NAME, ADDRESS, E-MAIL ID OF THE CORRESPONDING AUTHOR: Dr. Sivakumar Periasamy, 23/2, Sri Krishna Kudil, Neduncahalai Nagar, Salem-636005, India.
Phone: 9994398639,
E-mail: ssukir@yhaoo.co.in
Background: Gender related differences on morphine consumption during postoperative period following abdominal surgeries.
Materials and Methods: Four hundred and fifty ASA I & II patients of either sex (male =231, female = 219), between the age group of 18-65 y undergoing elective intra abdominal surgeries under general anaesthesia were included for the study. Patients with preexisting pain either acute or chronic preoperatively were excluded from the study. Anaesthesia and analgesia protocol during surgery was standardized. Postoperatively, a loading dose was given to achieve the visual analogue scale (VAS) of ≤30 and subjects were connected to patient control analgesia (PCA) pump containing 0.4 mg/ml of morphine configured to deliver a bolus dose (1 mg) with a 5 min lock-out period. The total analgesic requirements along with VAS (visual analog scale) score were analysed between males and females in the first 24 h postoperatively. All demographic data and between group comparisons were analysed with student t-test.
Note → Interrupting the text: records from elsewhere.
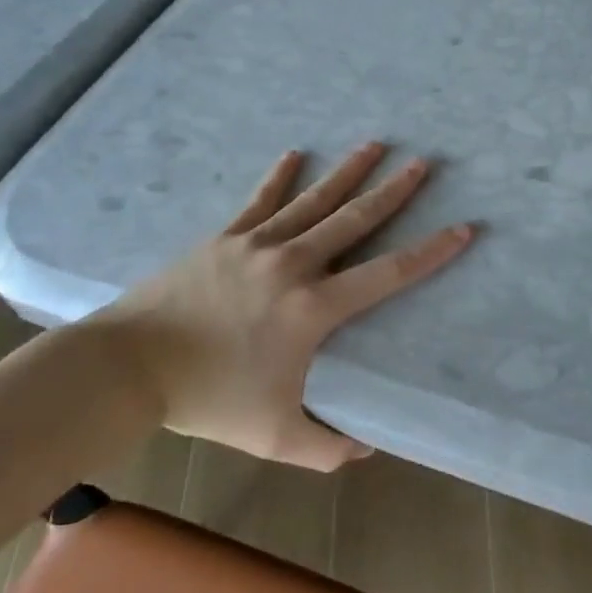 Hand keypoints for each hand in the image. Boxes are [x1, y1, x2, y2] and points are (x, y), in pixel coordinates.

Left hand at [96, 143, 473, 470]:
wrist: (129, 368)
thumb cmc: (208, 401)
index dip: (430, 252)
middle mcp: (293, 265)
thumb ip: (327, 446)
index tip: (462, 228)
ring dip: (347, 172)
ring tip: (376, 144)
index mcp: (313, 310)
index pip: (387, 275)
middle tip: (422, 163)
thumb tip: (366, 448)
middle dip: (393, 192)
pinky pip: (259, 201)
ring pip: (313, 201)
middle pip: (354, 221)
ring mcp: (257, 245)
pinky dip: (279, 177)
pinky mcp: (225, 238)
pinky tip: (295, 152)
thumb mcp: (275, 436) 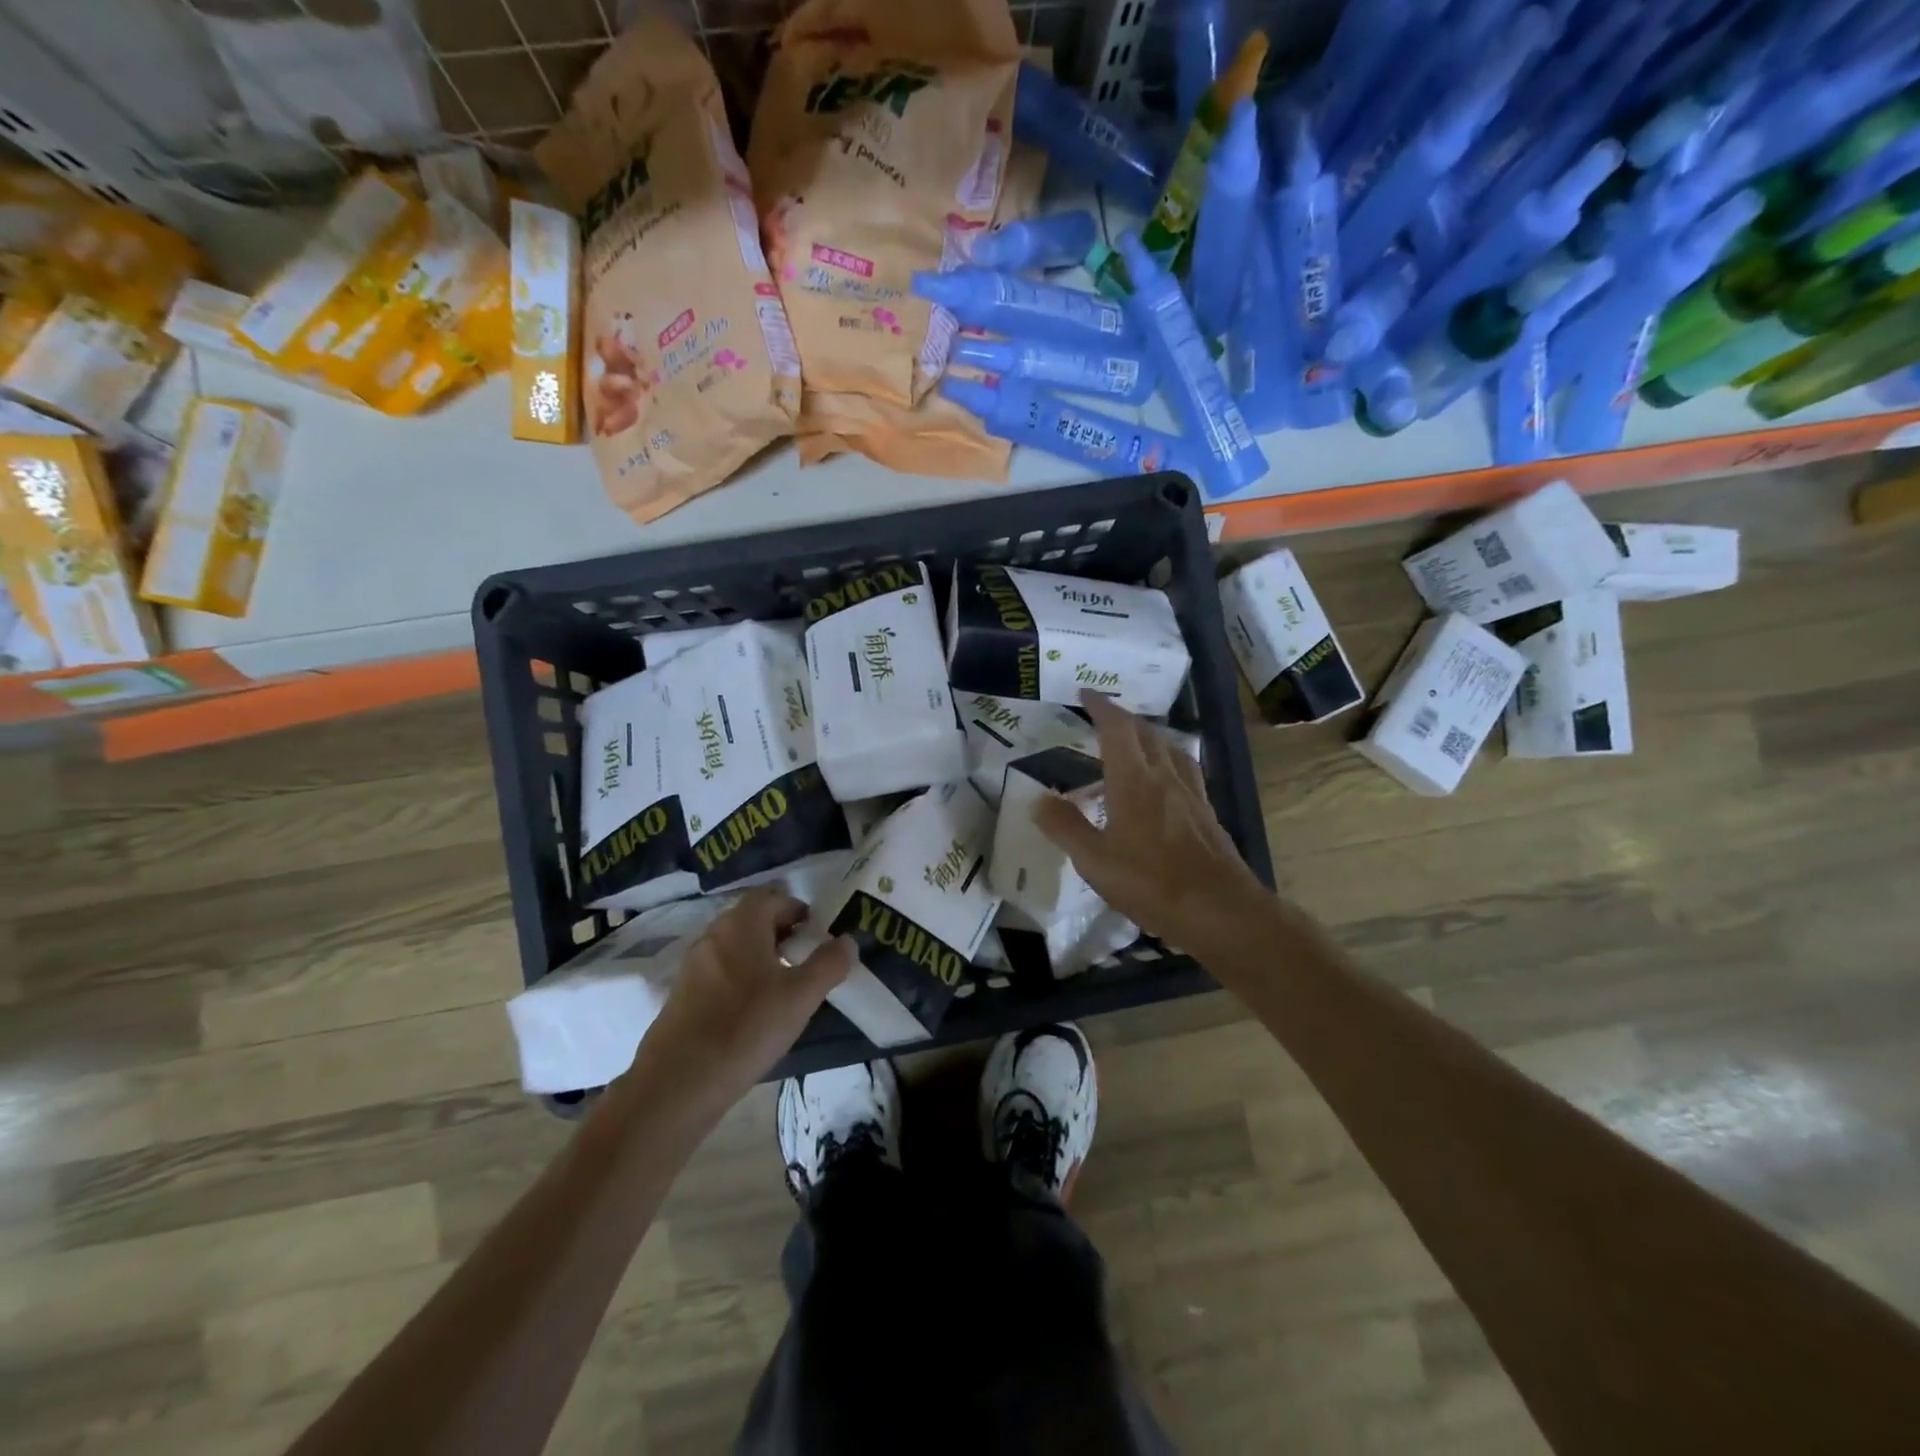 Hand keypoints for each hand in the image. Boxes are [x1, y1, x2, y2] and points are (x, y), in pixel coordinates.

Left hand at [634, 891, 854, 1110]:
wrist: (678, 1083)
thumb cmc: (746, 1028)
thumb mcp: (801, 997)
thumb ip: (829, 964)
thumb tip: (847, 940)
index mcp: (742, 924)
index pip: (773, 898)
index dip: (799, 912)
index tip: (818, 936)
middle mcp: (714, 934)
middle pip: (752, 919)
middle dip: (781, 933)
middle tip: (805, 959)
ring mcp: (693, 964)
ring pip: (735, 946)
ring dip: (760, 956)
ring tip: (783, 987)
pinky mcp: (681, 994)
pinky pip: (718, 971)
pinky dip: (739, 979)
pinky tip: (751, 1012)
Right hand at [1034, 691, 1267, 952]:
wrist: (1220, 910)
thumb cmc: (1151, 883)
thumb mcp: (1095, 861)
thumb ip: (1065, 827)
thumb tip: (1039, 799)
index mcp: (1134, 781)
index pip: (1117, 728)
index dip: (1101, 707)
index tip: (1086, 693)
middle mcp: (1165, 777)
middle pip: (1146, 733)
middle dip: (1123, 719)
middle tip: (1103, 718)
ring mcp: (1191, 794)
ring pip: (1170, 749)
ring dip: (1149, 737)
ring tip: (1135, 744)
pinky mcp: (1207, 813)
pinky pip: (1186, 772)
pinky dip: (1169, 762)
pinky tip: (1166, 782)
Within group comparisons were done by using one-way-ANOVA test and Tukey’s Honestly significant Difference test.
Results: During the first 24 h, males consumed significantly higher amount of morphine (34.35 ± 6.68 mg) when compared to females (26.78 ± 7.14 mg), p < 0.001.
Conclusion: We conclude that men require more morphine in the postoperative period than women.
Introduction
Postoperative pain has adverse effects on the patients hemodynamic, metabolic and endocrine systems. As being more patients with co-morbidities are undergoing surgeries and more extensive and complicated procedures are involved it would require a stress free environment in the post-operative period to avoid any additional morbidity and mortality in the perioperative period. A smooth transition during the perioperative period without any cardio-respiratory and metabolic consequences of major surgery is the main goal of perioperative management. Adequate analgesia to alleviate pain is one of the important parts of postoperative management. Assessment and treatment of postoperative pain needs individualized approach as it is difficult to have uniform protocols as pain sensitivity differs among individuals. Analysing the factors which would predicts pain sensitivity and pain behavior might help in managing the postoperative pain. Various factors influence the analgesic requirements in the post operative period [1]. Age, weight, height, body mass index, sex, type of surgery, surgery site, preoperative pain and pain medication could influence the needed analgesics to maximize the pain relief while minimizing the serious adverse effects like respiratory depression. Analgesics have wide inter individual variation particularly opioids. This would preclude the fixed dose prescription for analgesia. PCA has been instrumental in individualizing the pain management in the post operative period and proved to be safe and effective [2,3]. PCA also enabled clinicians to analyse the post operative pain, assess the analgesic requirements and effective analgesia. Recent systematic review [4] on the predicting factors for postoperative pain and analgesic consumption showed preoperative anxiety; age, preoperative pain and type of surgery influenced the analgesic consumption. Gender was not a consistent predictor in their review. But the numbers of quality studies particularly the clinical studies are limited to analyse. Based on this qualitative systematic review, this study tried to address the gender influences on the analgesic consumption.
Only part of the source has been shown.